[[ DATA PROVIDED, beginning ]]
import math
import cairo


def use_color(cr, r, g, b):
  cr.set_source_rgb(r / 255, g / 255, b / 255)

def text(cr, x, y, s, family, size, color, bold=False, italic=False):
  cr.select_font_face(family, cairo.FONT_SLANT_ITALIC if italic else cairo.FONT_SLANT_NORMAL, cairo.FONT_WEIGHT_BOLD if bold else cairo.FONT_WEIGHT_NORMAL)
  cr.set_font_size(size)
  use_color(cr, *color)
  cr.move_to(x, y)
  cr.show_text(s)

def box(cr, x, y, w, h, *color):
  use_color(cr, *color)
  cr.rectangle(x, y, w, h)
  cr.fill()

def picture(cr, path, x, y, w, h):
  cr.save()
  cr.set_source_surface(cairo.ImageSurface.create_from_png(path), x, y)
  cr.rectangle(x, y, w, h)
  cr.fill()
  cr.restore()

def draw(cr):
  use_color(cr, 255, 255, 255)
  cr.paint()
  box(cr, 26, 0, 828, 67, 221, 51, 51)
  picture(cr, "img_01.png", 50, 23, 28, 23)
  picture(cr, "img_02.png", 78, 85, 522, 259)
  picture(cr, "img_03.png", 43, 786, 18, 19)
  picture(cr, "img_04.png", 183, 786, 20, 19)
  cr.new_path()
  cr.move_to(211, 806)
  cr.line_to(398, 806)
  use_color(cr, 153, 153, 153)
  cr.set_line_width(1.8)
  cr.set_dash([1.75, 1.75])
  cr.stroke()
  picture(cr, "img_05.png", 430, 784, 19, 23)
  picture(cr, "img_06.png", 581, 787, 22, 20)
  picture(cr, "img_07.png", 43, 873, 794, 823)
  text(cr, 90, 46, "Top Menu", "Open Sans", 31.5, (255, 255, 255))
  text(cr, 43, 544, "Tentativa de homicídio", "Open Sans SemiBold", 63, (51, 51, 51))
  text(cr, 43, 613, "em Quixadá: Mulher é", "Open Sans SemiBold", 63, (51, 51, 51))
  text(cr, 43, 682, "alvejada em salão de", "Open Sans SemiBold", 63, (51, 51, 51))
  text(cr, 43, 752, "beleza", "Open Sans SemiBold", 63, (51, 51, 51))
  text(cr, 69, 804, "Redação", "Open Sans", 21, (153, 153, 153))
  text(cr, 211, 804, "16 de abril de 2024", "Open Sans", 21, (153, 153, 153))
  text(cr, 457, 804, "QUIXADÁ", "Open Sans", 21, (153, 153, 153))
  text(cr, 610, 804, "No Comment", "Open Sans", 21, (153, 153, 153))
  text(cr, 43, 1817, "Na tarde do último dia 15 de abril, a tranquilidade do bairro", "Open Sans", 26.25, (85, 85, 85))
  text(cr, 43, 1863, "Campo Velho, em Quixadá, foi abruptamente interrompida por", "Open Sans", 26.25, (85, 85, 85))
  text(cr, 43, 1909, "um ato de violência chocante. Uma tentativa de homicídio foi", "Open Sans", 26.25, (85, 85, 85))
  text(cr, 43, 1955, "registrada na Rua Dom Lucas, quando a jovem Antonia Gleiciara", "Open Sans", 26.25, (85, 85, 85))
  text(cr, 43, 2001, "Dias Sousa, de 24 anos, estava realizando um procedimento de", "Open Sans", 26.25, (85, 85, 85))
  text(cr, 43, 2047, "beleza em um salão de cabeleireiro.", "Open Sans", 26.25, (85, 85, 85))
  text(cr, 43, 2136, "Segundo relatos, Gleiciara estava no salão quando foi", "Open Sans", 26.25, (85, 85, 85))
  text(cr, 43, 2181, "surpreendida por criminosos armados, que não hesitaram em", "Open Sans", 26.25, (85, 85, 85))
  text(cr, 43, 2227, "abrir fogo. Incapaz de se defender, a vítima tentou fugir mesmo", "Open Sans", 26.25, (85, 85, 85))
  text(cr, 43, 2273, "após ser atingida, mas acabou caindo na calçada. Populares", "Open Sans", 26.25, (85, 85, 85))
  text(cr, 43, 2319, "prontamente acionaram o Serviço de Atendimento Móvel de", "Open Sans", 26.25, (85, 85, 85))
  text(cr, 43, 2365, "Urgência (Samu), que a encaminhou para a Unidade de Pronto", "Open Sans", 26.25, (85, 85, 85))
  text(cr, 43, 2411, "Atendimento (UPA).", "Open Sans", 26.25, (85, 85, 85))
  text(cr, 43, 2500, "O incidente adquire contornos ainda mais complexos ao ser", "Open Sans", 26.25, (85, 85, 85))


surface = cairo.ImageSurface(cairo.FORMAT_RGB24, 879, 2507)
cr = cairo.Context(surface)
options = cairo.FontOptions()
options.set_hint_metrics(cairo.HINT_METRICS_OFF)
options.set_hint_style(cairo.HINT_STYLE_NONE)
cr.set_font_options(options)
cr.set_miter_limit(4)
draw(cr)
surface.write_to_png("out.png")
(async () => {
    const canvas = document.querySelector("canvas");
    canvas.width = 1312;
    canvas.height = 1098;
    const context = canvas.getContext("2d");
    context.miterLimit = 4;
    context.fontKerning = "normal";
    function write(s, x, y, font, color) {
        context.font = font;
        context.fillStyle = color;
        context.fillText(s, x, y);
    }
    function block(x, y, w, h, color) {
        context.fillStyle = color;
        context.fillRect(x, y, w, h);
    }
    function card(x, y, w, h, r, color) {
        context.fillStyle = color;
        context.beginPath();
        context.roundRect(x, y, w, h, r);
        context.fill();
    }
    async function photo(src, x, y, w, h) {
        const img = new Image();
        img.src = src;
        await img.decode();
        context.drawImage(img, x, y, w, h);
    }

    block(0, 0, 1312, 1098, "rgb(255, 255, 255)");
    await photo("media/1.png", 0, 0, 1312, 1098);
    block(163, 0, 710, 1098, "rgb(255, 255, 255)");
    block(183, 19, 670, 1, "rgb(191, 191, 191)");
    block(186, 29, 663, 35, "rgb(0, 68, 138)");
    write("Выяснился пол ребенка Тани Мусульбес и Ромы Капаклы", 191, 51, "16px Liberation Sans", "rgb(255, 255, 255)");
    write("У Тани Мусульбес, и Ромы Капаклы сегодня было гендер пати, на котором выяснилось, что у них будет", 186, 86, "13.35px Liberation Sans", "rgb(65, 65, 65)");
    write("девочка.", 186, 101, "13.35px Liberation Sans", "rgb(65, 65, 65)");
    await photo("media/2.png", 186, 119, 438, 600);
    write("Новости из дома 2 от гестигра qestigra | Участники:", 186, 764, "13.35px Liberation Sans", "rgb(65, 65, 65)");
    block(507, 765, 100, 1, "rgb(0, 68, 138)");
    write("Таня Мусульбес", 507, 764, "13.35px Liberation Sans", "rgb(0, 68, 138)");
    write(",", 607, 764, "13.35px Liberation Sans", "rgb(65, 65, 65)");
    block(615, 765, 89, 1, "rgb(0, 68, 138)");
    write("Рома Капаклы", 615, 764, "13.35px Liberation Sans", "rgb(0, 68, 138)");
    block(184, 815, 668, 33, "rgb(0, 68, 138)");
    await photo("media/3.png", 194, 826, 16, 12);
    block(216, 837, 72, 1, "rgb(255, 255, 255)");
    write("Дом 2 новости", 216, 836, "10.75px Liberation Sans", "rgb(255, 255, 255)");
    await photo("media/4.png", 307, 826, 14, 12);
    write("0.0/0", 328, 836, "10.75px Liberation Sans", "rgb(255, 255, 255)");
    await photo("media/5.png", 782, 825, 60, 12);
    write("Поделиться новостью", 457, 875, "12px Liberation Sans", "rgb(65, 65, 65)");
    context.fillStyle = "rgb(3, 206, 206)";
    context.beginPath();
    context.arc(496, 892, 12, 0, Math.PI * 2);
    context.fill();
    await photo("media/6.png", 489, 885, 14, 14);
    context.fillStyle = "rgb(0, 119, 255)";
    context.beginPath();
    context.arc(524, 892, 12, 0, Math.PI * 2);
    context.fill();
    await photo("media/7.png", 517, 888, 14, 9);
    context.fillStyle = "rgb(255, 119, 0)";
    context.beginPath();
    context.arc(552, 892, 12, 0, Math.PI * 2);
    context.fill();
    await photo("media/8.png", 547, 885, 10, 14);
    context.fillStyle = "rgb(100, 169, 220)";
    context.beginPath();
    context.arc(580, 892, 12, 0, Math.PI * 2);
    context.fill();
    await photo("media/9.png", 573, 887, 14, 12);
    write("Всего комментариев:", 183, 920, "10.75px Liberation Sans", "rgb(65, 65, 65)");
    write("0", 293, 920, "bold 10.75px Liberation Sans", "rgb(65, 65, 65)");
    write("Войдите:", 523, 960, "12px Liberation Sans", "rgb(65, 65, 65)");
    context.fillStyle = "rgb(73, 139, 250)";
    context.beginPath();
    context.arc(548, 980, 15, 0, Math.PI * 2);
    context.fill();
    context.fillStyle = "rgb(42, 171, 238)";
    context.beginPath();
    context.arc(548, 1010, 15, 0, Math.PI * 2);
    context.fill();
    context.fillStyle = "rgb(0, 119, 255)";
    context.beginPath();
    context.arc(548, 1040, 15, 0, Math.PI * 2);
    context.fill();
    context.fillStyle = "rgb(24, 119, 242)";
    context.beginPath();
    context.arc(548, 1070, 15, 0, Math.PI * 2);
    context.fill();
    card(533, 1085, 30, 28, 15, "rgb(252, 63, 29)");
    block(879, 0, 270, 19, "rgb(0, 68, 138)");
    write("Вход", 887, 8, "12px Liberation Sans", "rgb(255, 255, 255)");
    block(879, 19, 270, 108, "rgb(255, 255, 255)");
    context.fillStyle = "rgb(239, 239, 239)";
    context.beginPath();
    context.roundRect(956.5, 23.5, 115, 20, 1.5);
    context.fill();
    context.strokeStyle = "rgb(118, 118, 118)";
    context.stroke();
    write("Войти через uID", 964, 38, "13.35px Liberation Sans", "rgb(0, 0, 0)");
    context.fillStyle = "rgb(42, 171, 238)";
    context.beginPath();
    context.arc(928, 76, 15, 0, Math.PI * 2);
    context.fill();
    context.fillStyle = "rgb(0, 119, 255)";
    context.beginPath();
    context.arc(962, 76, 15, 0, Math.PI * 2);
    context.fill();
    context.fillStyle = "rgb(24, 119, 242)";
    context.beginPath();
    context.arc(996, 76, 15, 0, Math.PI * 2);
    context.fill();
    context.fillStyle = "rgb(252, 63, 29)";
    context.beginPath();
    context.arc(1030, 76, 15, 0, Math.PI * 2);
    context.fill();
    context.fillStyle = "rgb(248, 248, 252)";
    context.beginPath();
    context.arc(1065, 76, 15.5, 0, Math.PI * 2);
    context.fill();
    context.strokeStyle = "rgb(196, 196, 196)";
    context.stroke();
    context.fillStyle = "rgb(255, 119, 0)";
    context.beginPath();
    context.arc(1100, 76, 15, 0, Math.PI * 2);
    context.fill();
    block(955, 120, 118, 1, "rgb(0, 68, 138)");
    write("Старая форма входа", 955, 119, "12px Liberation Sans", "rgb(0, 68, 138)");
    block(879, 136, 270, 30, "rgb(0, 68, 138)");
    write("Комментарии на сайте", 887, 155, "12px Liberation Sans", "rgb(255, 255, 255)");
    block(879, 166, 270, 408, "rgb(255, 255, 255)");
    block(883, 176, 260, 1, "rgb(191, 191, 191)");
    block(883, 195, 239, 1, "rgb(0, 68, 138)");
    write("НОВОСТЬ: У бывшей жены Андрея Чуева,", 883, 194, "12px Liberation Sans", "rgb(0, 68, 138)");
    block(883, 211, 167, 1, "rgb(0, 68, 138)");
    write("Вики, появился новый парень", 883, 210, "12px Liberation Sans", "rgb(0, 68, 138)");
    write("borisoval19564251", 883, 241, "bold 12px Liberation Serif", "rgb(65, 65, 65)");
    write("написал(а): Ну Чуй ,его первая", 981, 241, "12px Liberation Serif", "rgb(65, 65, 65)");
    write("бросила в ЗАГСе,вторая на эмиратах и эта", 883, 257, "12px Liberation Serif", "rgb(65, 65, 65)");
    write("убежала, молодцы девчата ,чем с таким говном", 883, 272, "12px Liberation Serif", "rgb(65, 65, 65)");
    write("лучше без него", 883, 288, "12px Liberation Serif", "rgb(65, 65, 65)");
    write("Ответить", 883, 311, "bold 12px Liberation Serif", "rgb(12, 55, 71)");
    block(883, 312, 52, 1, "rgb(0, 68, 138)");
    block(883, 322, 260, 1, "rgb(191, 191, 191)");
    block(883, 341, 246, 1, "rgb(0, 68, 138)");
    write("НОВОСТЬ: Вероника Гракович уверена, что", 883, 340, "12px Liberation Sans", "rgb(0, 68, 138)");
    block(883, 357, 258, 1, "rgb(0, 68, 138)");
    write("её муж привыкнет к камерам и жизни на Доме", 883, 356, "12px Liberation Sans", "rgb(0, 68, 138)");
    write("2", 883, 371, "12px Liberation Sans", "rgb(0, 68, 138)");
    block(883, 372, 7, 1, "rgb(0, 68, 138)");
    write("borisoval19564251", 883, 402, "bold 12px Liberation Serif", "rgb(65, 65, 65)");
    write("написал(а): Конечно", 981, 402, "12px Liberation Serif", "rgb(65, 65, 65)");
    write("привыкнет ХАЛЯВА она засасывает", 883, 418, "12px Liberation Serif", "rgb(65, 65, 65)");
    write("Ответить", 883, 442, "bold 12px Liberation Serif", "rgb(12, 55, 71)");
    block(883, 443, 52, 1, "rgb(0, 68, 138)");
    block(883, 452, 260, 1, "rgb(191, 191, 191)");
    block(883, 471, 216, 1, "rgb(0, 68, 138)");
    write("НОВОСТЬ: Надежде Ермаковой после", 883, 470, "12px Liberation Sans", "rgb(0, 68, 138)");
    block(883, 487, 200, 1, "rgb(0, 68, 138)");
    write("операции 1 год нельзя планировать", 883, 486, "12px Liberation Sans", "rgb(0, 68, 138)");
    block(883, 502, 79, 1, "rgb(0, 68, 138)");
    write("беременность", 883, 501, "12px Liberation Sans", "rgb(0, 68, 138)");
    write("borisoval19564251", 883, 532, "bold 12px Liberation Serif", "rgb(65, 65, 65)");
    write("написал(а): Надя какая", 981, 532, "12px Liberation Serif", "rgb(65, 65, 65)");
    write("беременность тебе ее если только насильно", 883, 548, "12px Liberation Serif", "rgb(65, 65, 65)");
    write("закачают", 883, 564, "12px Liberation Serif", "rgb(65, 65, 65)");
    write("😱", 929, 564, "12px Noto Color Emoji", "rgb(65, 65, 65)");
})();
[[ DATA PROVIDED, end ]]
> WHAT YOU NEED TO DO: Within the listing above, extract exactly the lines from the line with "tarde do último" to the line with "(Samu), que a", the two named lines included, and no others.

> RESULT:
  text(cr, 43, 1817, "Na tarde do último dia 15 de abril, a tranquilidade do bairro", "Open Sans", 26.25, (85, 85, 85))
  text(cr, 43, 1863, "Campo Velho, em Quixadá, foi abruptamente interrompida por", "Open Sans", 26.25, (85, 85, 85))
  text(cr, 43, 1909, "um ato de violência chocante. Uma tentativa de homicídio foi", "Open Sans", 26.25, (85, 85, 85))
  text(cr, 43, 1955, "registrada na Rua Dom Lucas, quando a jovem Antonia Gleiciara", "Open Sans", 26.25, (85, 85, 85))
  text(cr, 43, 2001, "Dias Sousa, de 24 anos, estava realizando um procedimento de", "Open Sans", 26.25, (85, 85, 85))
  text(cr, 43, 2047, "beleza em um salão de cabeleireiro.", "Open Sans", 26.25, (85, 85, 85))
  text(cr, 43, 2136, "Segundo relatos, Gleiciara estava no salão quando foi", "Open Sans", 26.25, (85, 85, 85))
  text(cr, 43, 2181, "surpreendida por criminosos armados, que não hesitaram em", "Open Sans", 26.25, (85, 85, 85))
  text(cr, 43, 2227, "abrir fogo. Incapaz de se defender, a vítima tentou fugir mesmo", "Open Sans", 26.25, (85, 85, 85))
  text(cr, 43, 2273, "após ser atingida, mas acabou caindo na calçada. Populares", "Open Sans", 26.25, (85, 85, 85))
  text(cr, 43, 2319, "prontamente acionaram o Serviço de Atendimento Móvel de", "Open Sans", 26.25, (85, 85, 85))
  text(cr, 43, 2365, "Urgência (Samu), que a encaminhou para a Unidade de Pronto", "Open Sans", 26.25, (85, 85, 85))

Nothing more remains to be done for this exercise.